Lettere in redazione

«Culle per la vita», aiutano davvero?

Caro Direttore,in merito alle notizie sulla «Culla per la vita» riportate sui numeri di Toscanaoggi del 14 (Invece che la «ruota» informazione alle donne) e 28 settembre 2008(La «Culla per la vita» funziona dal 2006), desideriamo segnalare all’attenzione dei lettori che l’istituzione di «culle per la vita» presuppone che le donne non partoriscano (come hanno diritto anche quelle che vivono nel nostro Paese senza permesso di soggiorno) negli ospedali che sono obbligati a fornire tutte le prestazioni a titolo gratuito e, nei casi di non riconoscimento del neonato, con assoluta garanzia del segreto del parto. Infatti la donna (o altra persona) non può uscire dall’ospedale con il bambino non riconosciuto. C’è dunque il fondato rischio che l’istituzione delle «culle per la vita» invece di salvare i neonati abbandonati, favorisca i parti clandestini con le prevedibili conseguenze negative non solo per le partorienti ma anche per i loro nati. Francesco Santaneraindirizzo email

La prima «culla per la vita» fu istituita a Casale Monferrato nel lontano 1992. A Firenze dal febbraio 2006 funziona regolarmente presso la parrocchia di S. Remigio.

Capisco le sue perplessità, caro Santanera, ma il problema è salvare vite umane e contemporaneamente offrire alle donne in difficoltà possibilità concrete per evitare l’interruzione volontaria della gravidanza. Io credo però che, al di là di tutto, il problema da affrontare insieme, senza schemi ideologici – e questa è la difficoltà più grande – è la stessa legge 194 sia in ordine a quanto essa effettivamente stabiliva sia riguardo ai profondi mutamenti intervenuti in trent’anni nella società italiana e nella stessa tipologia delle donne che vi ricorrono.

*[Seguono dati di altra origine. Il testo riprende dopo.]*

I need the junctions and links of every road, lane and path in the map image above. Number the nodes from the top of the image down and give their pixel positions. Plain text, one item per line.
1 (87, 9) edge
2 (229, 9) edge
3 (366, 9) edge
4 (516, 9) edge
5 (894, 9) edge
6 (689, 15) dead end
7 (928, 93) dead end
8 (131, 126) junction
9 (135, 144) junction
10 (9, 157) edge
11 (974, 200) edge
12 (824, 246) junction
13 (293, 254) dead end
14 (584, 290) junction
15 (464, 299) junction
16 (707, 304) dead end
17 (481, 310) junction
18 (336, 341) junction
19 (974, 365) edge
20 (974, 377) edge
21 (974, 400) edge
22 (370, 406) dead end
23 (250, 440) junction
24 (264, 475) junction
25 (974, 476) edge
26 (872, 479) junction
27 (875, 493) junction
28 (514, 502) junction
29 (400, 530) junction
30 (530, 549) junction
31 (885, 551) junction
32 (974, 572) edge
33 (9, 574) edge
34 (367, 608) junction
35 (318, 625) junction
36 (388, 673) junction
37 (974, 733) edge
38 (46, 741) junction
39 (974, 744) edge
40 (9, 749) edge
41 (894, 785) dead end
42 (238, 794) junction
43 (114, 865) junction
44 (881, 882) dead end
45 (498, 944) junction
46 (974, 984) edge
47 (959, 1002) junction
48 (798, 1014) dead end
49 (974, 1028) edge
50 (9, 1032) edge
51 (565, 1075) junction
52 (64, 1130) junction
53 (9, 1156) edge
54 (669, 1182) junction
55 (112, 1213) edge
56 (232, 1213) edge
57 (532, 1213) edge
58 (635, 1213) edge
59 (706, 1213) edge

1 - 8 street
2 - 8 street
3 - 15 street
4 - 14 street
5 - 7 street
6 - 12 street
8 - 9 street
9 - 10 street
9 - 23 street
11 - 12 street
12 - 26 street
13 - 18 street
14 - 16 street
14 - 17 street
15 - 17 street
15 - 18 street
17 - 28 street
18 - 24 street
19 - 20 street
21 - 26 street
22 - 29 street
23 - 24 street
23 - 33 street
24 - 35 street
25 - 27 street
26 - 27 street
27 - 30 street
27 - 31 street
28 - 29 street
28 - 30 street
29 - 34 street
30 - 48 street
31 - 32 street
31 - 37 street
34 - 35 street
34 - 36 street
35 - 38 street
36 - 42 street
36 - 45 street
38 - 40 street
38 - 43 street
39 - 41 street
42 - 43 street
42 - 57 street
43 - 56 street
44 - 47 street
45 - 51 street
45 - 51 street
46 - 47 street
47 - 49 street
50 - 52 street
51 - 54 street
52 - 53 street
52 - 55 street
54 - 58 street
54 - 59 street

Prima di tutto i consultori: furono istituiti con compiti ben precisi. Offrire a donne in difficoltà la possibilità di avere un colloquio che potesse aiutare, portando un contributo positivo a prevenire l’aborto e ad attivare reali sostegni alle maternità difficili. Sembra invece, che nella quasi totalità, alle donne non venga proposta alcuna alternativa all’aborto volontario: solo raramente viene presentata qualche soluzione di corretta dissuasione e così il contatto si risolve troppo spesso nel freddo e burocratico rilascio di certificato per potersi recare ad abortire. Questo dei consultori è un punto da rivedere, riportandoli alla loro funzione istitutiva.

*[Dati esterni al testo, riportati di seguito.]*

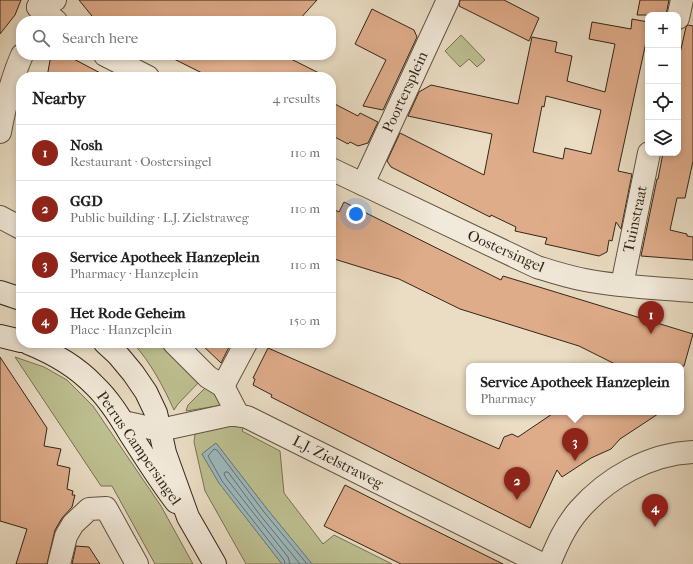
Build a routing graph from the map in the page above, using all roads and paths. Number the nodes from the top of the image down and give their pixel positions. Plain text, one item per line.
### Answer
1 (448, 0) edge
2 (682, 0) edge
3 (41, 7) edge
4 (679, 12) edge
5 (51, 16) edge
6 (20, 60) edge
7 (115, 60) edge
8 (138, 72) edge
9 (0, 132) edge
10 (648, 156) edge
11 (336, 174) edge
12 (363, 184) junction
13 (0, 217) edge
14 (16, 225) edge
15 (622, 285) junction
16 (693, 291) edge
17 (0, 292) edge
18 (16, 297) edge
19 (0, 336) edge
20 (16, 340) edge
21 (41, 348) edge
22 (110, 348) edge
23 (179, 348) edge
24 (243, 348) edge
25 (223, 386) junction
26 (238, 415) junction
27 (123, 422) junction
28 (160, 430) junction
29 (693, 452) edge
30 (188, 517) junction
31 (58, 564) edge
32 (137, 564) edge
33 (215, 564) edge
34 (542, 564) edge
35 (549, 564) edge

1 - 12 street, Poortersplein
2 - 4 street
3 - 5 street
6 - 9 street
7 - 8 street
10 - 15 street, Tuinstraat
11 - 12 street, Oostersingel
12 - 15 street, Oostersingel
13 - 14 street
15 - 16 street, Oostersingel
17 - 18 street
19 - 20 street
21 - 27 street, Petrus Campersingel
22 - 28 street, Petrus Campersingel
23 - 25 street
24 - 25 street
25 - 26 street
26 - 28 street, L.J. Zielstraweg
26 - 34 street, L.J. Zielstraweg
27 - 28 street, L.J. Zielstraweg
27 - 30 street, Petrus Campersingel
28 - 30 street, Petrus Campersingel
29 - 35 street
30 - 33 street, Petrus Campersingel
31 - 32 street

Ma un aspetto da studiare e approfondire con grande serietà è la tipologia delle donne che ricorrono all’aborto volontario. Molte sono straniere, forse la maggioranza. Nel 2007 i casi registrati sono stati 3.307. Spesso vi sono costrette dai loro «protettori-aguzzini». In loro però è forte il senso della maternità e con un aiuto, anche economico, e con provvedimenti che le liberino si potrebbe evitare l’aborto.

Questa è la strada che va percorsa, riscoprendo quelle valenze etiche che devono essere alla base del convivere civile. Il difficile è trovare questa concordia in un’Italia subito bloccata da rigidi e preconcetti schemi ideologici, mentre in queste materie dovrebbe prevalere la ricerca comune per la soluzione migliore.